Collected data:
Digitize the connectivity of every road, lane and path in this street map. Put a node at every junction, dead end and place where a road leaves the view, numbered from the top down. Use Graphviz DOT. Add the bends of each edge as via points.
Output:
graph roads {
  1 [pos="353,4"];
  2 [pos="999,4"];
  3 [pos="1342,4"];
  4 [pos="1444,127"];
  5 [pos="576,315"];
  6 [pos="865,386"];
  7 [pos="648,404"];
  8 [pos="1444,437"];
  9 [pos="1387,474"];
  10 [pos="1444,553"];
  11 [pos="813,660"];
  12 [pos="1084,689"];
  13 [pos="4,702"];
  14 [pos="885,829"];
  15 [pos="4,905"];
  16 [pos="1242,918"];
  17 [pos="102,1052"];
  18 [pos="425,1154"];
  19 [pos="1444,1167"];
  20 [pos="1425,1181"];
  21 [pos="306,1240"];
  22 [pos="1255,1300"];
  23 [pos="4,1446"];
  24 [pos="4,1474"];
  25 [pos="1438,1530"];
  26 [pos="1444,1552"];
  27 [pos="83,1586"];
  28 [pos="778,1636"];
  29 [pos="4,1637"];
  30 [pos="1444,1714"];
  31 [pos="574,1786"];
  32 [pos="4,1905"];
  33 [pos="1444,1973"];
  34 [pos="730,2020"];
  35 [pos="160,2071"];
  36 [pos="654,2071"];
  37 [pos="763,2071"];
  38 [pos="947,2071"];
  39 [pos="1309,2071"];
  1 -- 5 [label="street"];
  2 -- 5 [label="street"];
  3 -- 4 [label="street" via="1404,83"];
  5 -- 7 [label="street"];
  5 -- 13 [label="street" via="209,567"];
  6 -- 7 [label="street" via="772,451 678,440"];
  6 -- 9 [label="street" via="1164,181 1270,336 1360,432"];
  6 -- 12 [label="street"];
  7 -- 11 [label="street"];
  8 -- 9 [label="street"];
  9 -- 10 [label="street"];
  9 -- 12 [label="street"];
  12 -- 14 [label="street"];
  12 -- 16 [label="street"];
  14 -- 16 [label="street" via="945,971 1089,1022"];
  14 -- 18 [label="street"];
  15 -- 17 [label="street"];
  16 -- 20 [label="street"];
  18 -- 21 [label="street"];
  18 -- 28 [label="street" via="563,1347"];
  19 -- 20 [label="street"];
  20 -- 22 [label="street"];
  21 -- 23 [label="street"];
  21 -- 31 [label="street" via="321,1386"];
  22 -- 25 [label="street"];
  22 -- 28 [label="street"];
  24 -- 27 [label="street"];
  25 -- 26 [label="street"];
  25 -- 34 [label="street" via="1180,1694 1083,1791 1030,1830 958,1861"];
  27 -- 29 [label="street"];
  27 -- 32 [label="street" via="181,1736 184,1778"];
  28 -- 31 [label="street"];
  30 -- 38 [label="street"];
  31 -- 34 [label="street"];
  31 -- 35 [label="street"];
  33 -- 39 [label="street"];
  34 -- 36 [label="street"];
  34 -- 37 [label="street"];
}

Requirement: From the first line to the last, set down every record exactly as written above.

Answer area:
Digitize the connectivity of every road, lane and path in this street map. Put a node at every junction, dead end and place where a road leaves the view, numbered from the top down. Use Graphviz DOT. Add the bends of each edge as via points.
Output:
graph roads {
  1 [pos="353,4"];
  2 [pos="999,4"];
  3 [pos="1342,4"];
  4 [pos="1444,127"];
  5 [pos="576,315"];
  6 [pos="865,386"];
  7 [pos="648,404"];
  8 [pos="1444,437"];
  9 [pos="1387,474"];
  10 [pos="1444,553"];
  11 [pos="813,660"];
  12 [pos="1084,689"];
  13 [pos="4,702"];
  14 [pos="885,829"];
  15 [pos="4,905"];
  16 [pos="1242,918"];
  17 [pos="102,1052"];
  18 [pos="425,1154"];
  19 [pos="1444,1167"];
  20 [pos="1425,1181"];
  21 [pos="306,1240"];
  22 [pos="1255,1300"];
  23 [pos="4,1446"];
  24 [pos="4,1474"];
  25 [pos="1438,1530"];
  26 [pos="1444,1552"];
  27 [pos="83,1586"];
  28 [pos="778,1636"];
  29 [pos="4,1637"];
  30 [pos="1444,1714"];
  31 [pos="574,1786"];
  32 [pos="4,1905"];
  33 [pos="1444,1973"];
  34 [pos="730,2020"];
  35 [pos="160,2071"];
  36 [pos="654,2071"];
  37 [pos="763,2071"];
  38 [pos="947,2071"];
  39 [pos="1309,2071"];
  1 -- 5 [label="street"];
  2 -- 5 [label="street"];
  3 -- 4 [label="street" via="1404,83"];
  5 -- 7 [label="street"];
  5 -- 13 [label="street" via="209,567"];
  6 -- 7 [label="street" via="772,451 678,440"];
  6 -- 9 [label="street" via="1164,181 1270,336 1360,432"];
  6 -- 12 [label="street"];
  7 -- 11 [label="street"];
  8 -- 9 [label="street"];
  9 -- 10 [label="street"];
  9 -- 12 [label="street"];
  12 -- 14 [label="street"];
  12 -- 16 [label="street"];
  14 -- 16 [label="street" via="945,971 1089,1022"];
  14 -- 18 [label="street"];
  15 -- 17 [label="street"];
  16 -- 20 [label="street"];
  18 -- 21 [label="street"];
  18 -- 28 [label="street" via="563,1347"];
  19 -- 20 [label="street"];
  20 -- 22 [label="street"];
  21 -- 23 [label="street"];
  21 -- 31 [label="street" via="321,1386"];
  22 -- 25 [label="street"];
  22 -- 28 [label="street"];
  24 -- 27 [label="street"];
  25 -- 26 [label="street"];
  25 -- 34 [label="street" via="1180,1694 1083,1791 1030,1830 958,1861"];
  27 -- 29 [label="street"];
  27 -- 32 [label="street" via="181,1736 184,1778"];
  28 -- 31 [label="street"];
  30 -- 38 [label="street"];
  31 -- 34 [label="street"];
  31 -- 35 [label="street"];
  33 -- 39 [label="street"];
  34 -- 36 [label="street"];
  34 -- 37 [label="street"];
}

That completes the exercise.